Copies of all lines containing the string "dead" are needed from the data below.
** Opening Data in this exercise block **
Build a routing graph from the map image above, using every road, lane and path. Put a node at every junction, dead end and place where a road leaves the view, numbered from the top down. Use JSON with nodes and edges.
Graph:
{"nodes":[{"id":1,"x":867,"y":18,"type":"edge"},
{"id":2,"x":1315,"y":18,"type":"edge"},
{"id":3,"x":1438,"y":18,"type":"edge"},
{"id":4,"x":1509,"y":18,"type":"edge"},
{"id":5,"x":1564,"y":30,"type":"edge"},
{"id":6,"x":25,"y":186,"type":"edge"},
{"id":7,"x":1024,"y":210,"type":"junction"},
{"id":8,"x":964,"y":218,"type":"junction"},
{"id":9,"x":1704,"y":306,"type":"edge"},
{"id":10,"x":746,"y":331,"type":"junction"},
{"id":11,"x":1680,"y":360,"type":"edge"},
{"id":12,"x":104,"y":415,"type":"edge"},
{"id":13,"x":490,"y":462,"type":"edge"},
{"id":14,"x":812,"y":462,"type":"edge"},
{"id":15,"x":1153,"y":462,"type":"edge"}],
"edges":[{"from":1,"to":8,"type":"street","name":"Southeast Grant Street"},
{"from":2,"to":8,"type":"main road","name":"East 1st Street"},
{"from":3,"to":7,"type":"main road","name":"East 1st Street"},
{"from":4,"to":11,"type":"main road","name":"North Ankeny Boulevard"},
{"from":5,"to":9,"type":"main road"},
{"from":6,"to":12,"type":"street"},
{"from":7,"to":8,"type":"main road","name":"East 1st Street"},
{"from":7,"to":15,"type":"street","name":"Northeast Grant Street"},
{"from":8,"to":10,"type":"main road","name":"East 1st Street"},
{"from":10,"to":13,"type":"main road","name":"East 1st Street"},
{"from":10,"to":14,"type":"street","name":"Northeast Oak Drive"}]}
** Closing Data in this exercise block **
** Opening Data in this exercise block **
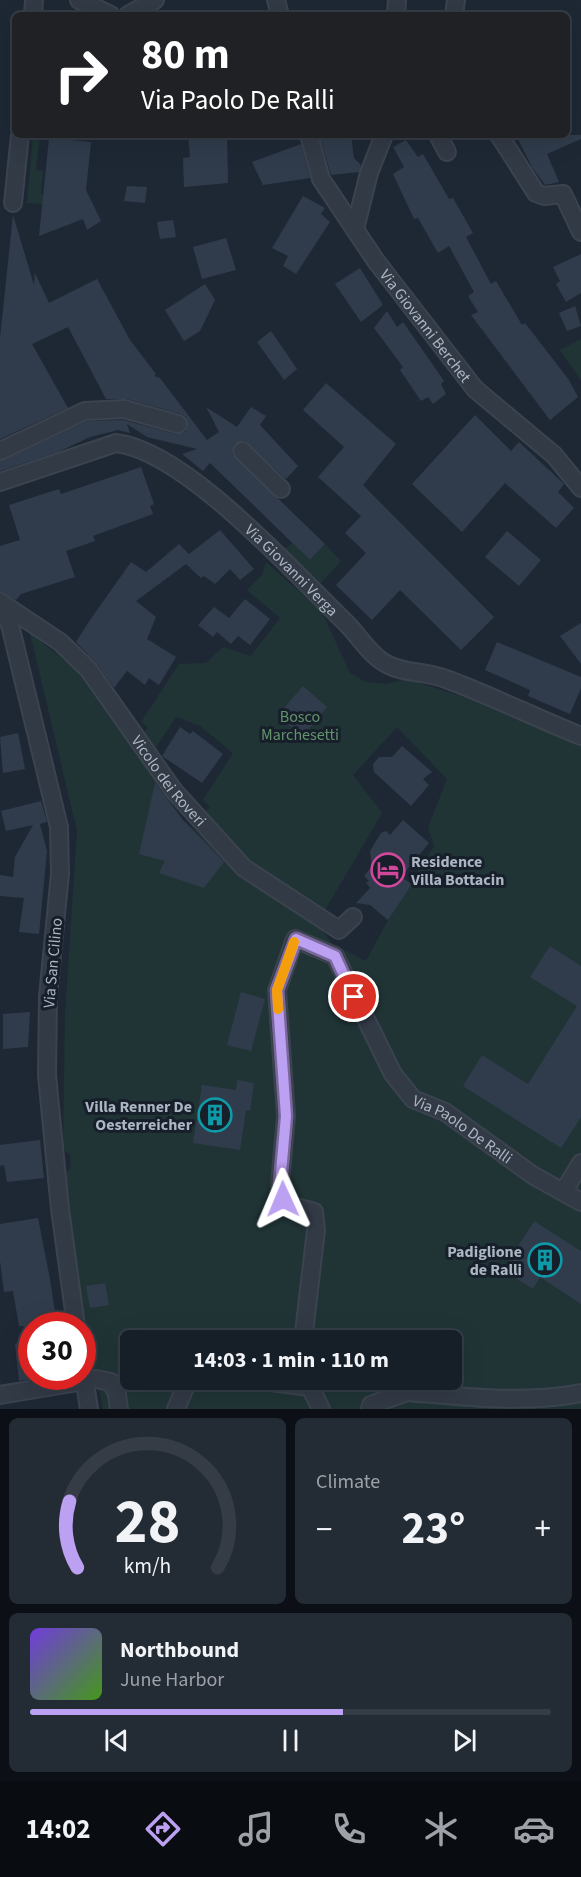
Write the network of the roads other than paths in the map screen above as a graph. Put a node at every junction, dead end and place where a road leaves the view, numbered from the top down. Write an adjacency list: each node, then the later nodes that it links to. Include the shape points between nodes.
** Closing Data in this exercise block **
** Opening Data in this exercise block **
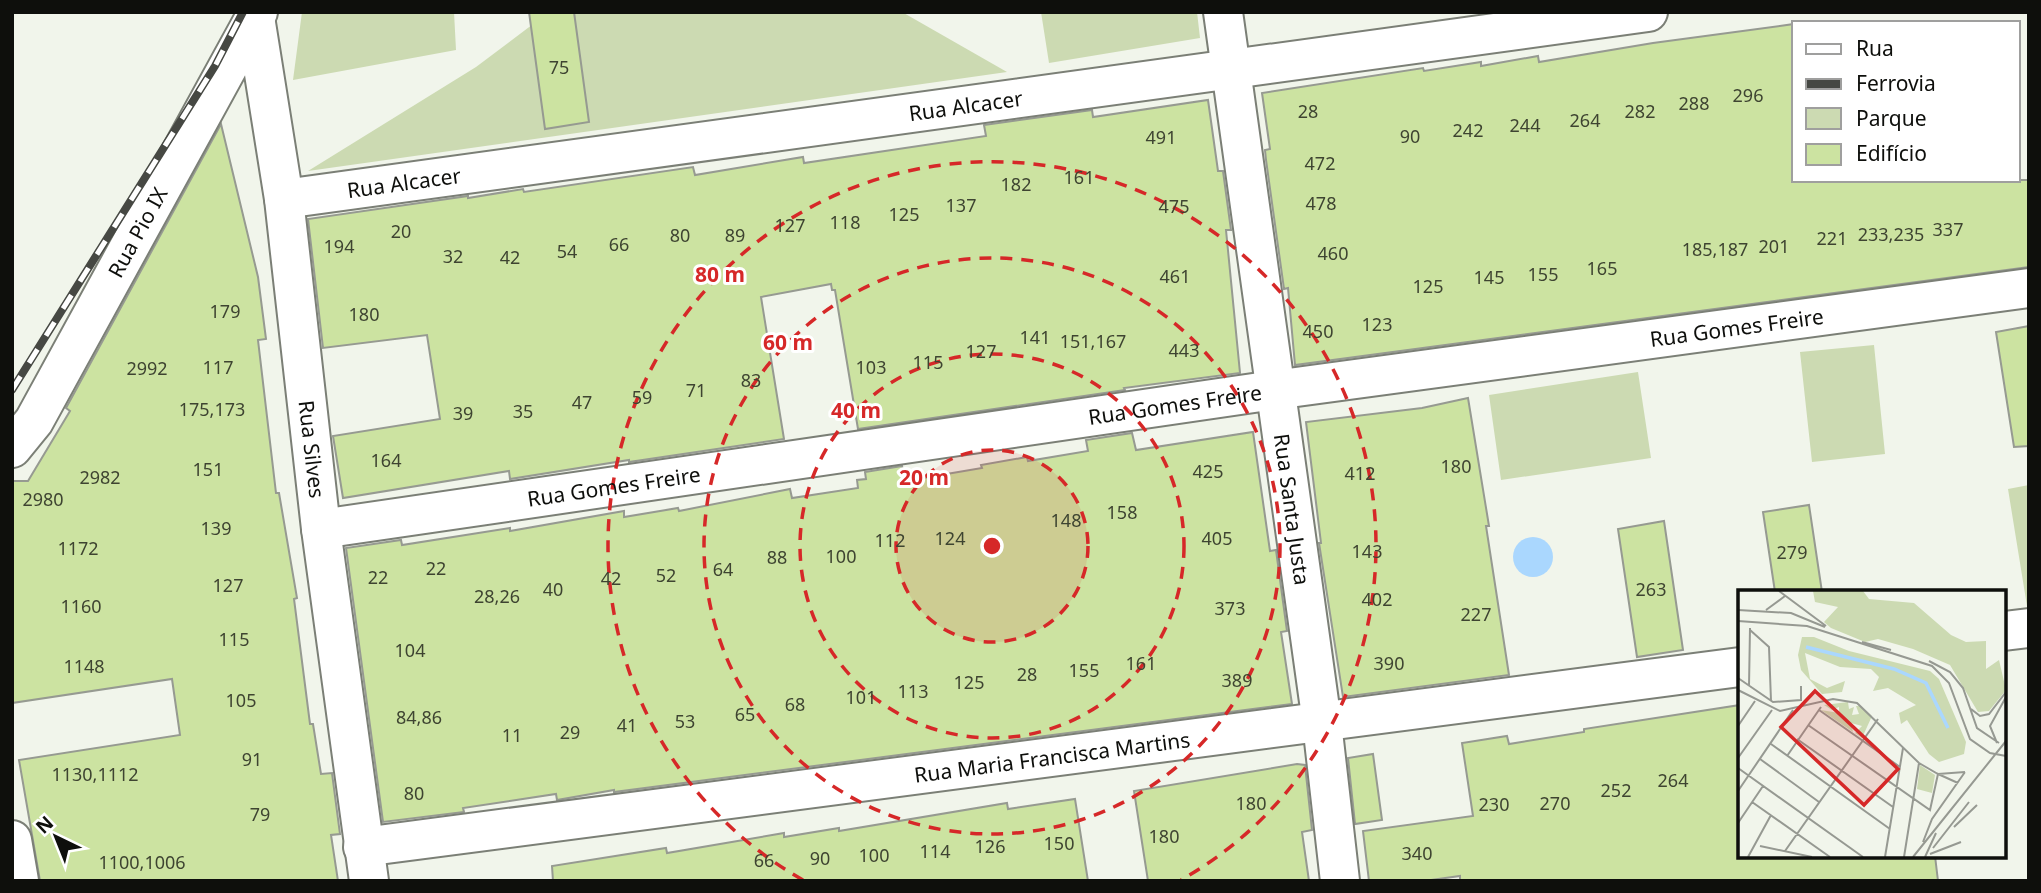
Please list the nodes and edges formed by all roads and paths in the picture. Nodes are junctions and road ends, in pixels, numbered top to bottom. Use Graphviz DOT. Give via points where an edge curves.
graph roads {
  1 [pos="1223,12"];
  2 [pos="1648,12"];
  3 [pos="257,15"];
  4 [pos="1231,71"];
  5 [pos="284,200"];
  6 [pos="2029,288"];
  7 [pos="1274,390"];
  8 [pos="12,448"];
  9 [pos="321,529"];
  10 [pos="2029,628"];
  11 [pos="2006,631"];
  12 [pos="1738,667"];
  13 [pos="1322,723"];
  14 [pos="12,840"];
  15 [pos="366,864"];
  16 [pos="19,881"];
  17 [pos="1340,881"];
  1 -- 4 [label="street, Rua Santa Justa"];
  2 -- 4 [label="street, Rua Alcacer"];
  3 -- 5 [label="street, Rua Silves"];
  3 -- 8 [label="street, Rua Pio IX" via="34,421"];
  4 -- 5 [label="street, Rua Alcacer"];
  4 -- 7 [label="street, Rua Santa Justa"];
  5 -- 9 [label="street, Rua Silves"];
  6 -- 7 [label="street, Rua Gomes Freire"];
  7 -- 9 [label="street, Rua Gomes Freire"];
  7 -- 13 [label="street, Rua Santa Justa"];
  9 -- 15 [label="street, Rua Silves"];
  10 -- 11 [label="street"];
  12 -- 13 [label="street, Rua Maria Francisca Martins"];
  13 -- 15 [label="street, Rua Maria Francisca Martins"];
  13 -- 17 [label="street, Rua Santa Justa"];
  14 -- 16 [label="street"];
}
** Closing Data in this exercise block **
§ Answer area
Build a routing graph from the map image above, using every road, lane and path. Put a node at every junction, dead end and place where a road leaves the view, numbered from the top down. Use JSON with nodes and edges.
Write the network of the roads other than paths in the map screen above as a graph. Put a node at every junction, dead end and place where a road leaves the view, numbered from the top down. Write an adjacency list: each node, then the later nodes that it links to. Include the shape points between nodes.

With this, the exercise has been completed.